Problem:
Lines containing the word "Brancusi" are the ones to copy from the records below.

§

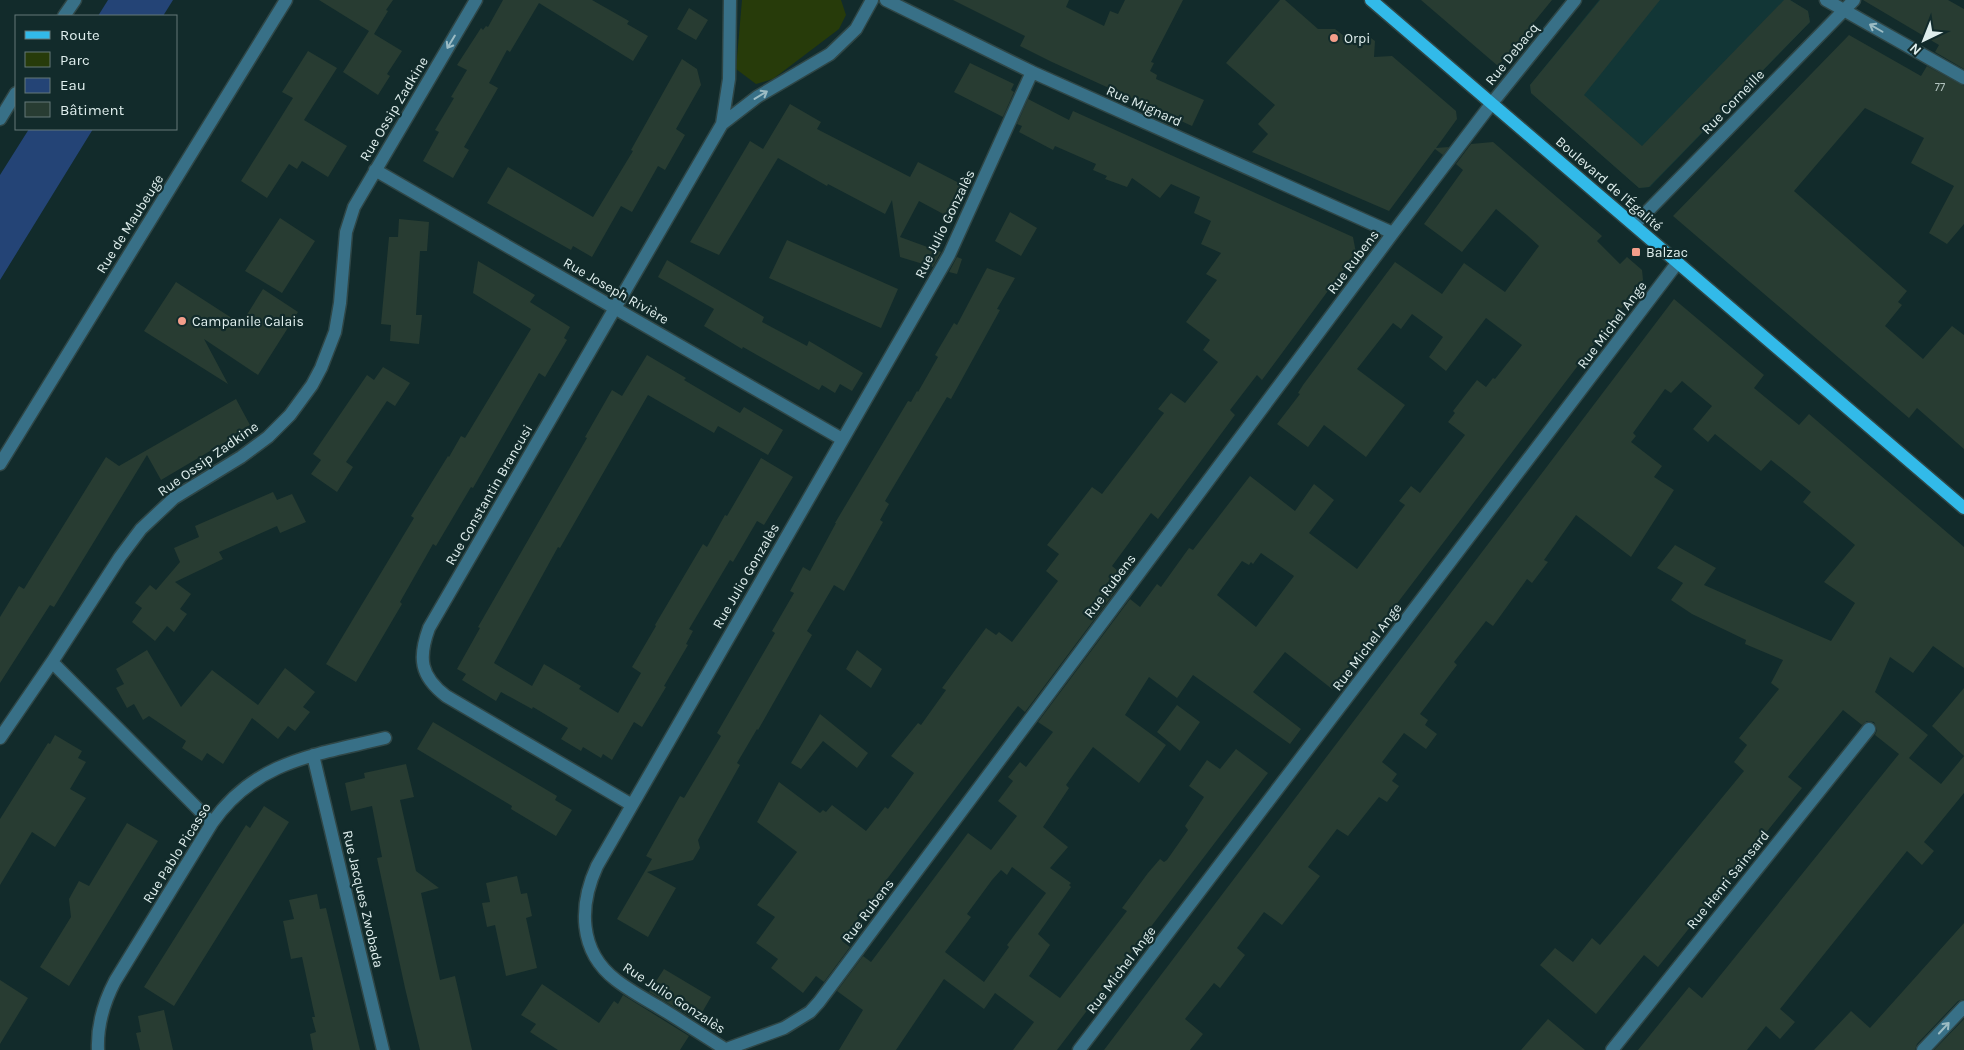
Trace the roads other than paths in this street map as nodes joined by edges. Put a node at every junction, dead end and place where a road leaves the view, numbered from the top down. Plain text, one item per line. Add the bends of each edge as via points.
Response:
1 (74, 0) edge
2 (286, 0) edge
3 (476, 0) edge
4 (730, 0) edge
5 (872, 0) edge
6 (886, 0) edge
7 (1372, 0) edge
8 (1575, 0) edge
9 (1826, 0) edge
10 (1854, 0) edge
11 (1844, 10) junction
12 (65, 15) edge
13 (1032, 72) junction
14 (1964, 78) edge
15 (15, 95) edge
16 (1492, 103) junction
17 (0, 119) edge
18 (722, 124) junction
19 (375, 170) junction
20 (1634, 225) junction
21 (1393, 233) junction
22 (1678, 262) junction
23 (616, 308) junction
24 (842, 440) junction
25 (0, 464) edge
26 (1964, 508) edge
27 (52, 662) junction
28 (1869, 729) dead end
29 (0, 738) edge
30 (385, 738) dead end
31 (313, 755) junction
32 (632, 805) junction
33 (212, 823) junction
34 (1964, 1006) edge
35 (725, 1049) edge
36 (98, 1050) edge
37 (383, 1050) edge
38 (1079, 1050) edge
39 (1612, 1050) edge
40 (1923, 1050) edge

1 - 12 street
2 - 25 street, Rue de Maubeuge
3 -> 19 street, Rue Ossip Zadkine
4 - 18 street, Rue Constantin Brancusi via 729,79
18 -> 5 street, Rue Constantin Brancusi via 752,101 830,54 856,29
6 - 13 street, Rue Mignard
7 - 16 main road, Boulevard de l'Égalité
8 - 16 street, Rue Debacq
9 - 11 street
10 - 11 street, Rue Corneille
14 -> 11 street
11 - 20 street, Rue Corneille
13 - 21 street, Rue Mignard
13 - 24 street, Rue Julio Gonzalès via 949,255
15 - 17 street
16 - 20 main road, Boulevard de l'Égalité
16 - 21 street, Rue Rubens
18 - 23 street, Rue Constantin Brancusi
19 - 23 street, Rue Joseph Rivière
19 - 27 street, Rue Ossip Zadkine via 350,217 336,325 312,385 290,415 268,437 174,498 141,529
20 - 22 main road, Boulevard de l'Égalité
21 - 35 street, Rue Rubens via 819,1002 810,1012 784,1028
22 - 26 main road, Boulevard de l'Égalité
22 - 38 street, Rue Michel Ange
23 - 24 street, Rue Joseph Rivière
23 - 32 street, Rue Constantin Brancusi via 429,628 422,660 433,686 446,696
24 - 32 street, Rue Julio Gonzalès
27 - 29 street, Rue Ossip Zadkine
27 - 33 street
28 - 39 street, Rue Henri Sainsard
30 - 31 street, Rue Pablo Picasso
31 - 33 street, Rue Pablo Picasso via 250,782
31 - 37 street, Rue Jacques Zwobada
32 - 35 street, Rue Julio Gonzalès via 587,889 585,925 592,949 598,961 615,979
33 - 36 street, Rue Pablo Picasso via 115,981 105,1004
40 -> 34 street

§

Task output:
4 - 18 street, Rue Constantin Brancusi via 729,79
18 -> 5 street, Rue Constantin Brancusi via 752,101 830,54 856,29
18 - 23 street, Rue Constantin Brancusi
23 - 32 street, Rue Constantin Brancusi via 429,628 422,660 433,686 446,696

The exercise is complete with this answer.